[Dataset entries]
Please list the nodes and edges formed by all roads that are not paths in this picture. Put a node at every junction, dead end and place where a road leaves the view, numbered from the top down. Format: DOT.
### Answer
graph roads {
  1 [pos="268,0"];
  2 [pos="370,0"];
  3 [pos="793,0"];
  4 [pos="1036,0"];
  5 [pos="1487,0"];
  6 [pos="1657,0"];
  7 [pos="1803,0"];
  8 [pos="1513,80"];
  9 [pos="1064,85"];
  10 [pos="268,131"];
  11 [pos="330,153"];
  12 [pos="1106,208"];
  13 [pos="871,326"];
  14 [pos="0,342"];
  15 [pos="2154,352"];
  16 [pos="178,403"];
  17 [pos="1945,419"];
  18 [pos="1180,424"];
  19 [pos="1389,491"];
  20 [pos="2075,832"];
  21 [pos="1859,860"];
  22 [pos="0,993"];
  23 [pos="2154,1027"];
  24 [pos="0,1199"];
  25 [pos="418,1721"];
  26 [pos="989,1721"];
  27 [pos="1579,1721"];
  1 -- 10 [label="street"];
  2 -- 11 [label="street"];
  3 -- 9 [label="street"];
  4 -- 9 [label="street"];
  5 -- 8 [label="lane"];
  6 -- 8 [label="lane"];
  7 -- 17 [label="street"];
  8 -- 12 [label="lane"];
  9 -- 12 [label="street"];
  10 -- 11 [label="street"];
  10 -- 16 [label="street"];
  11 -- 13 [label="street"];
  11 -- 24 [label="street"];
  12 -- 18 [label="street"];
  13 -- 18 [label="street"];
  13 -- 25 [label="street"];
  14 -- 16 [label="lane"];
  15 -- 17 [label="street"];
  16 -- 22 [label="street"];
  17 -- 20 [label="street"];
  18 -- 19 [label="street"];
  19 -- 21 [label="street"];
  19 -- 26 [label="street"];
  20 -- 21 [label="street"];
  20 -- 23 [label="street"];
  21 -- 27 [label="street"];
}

■ **Task description**
What is needed is an exact restatement of every record above.

■ **Exercise output**
Please list the nodes and edges formed by all roads that are not paths in this picture. Put a node at every junction, dead end and place where a road leaves the view, numbered from the top down. Format: DOT.
### Answer
graph roads {
  1 [pos="268,0"];
  2 [pos="370,0"];
  3 [pos="793,0"];
  4 [pos="1036,0"];
  5 [pos="1487,0"];
  6 [pos="1657,0"];
  7 [pos="1803,0"];
  8 [pos="1513,80"];
  9 [pos="1064,85"];
  10 [pos="268,131"];
  11 [pos="330,153"];
  12 [pos="1106,208"];
  13 [pos="871,326"];
  14 [pos="0,342"];
  15 [pos="2154,352"];
  16 [pos="178,403"];
  17 [pos="1945,419"];
  18 [pos="1180,424"];
  19 [pos="1389,491"];
  20 [pos="2075,832"];
  21 [pos="1859,860"];
  22 [pos="0,993"];
  23 [pos="2154,1027"];
  24 [pos="0,1199"];
  25 [pos="418,1721"];
  26 [pos="989,1721"];
  27 [pos="1579,1721"];
  1 -- 10 [label="street"];
  2 -- 11 [label="street"];
  3 -- 9 [label="street"];
  4 -- 9 [label="street"];
  5 -- 8 [label="lane"];
  6 -- 8 [label="lane"];
  7 -- 17 [label="street"];
  8 -- 12 [label="lane"];
  9 -- 12 [label="street"];
  10 -- 11 [label="street"];
  10 -- 16 [label="street"];
  11 -- 13 [label="street"];
  11 -- 24 [label="street"];
  12 -- 18 [label="street"];
  13 -- 18 [label="street"];
  13 -- 25 [label="street"];
  14 -- 16 [label="lane"];
  15 -- 17 [label="street"];
  16 -- 22 [label="street"];
  17 -- 20 [label="street"];
  18 -- 19 [label="street"];
  19 -- 21 [label="street"];
  19 -- 26 [label="street"];
  20 -- 21 [label="street"];
  20 -- 23 [label="street"];
  21 -- 27 [label="street"];
}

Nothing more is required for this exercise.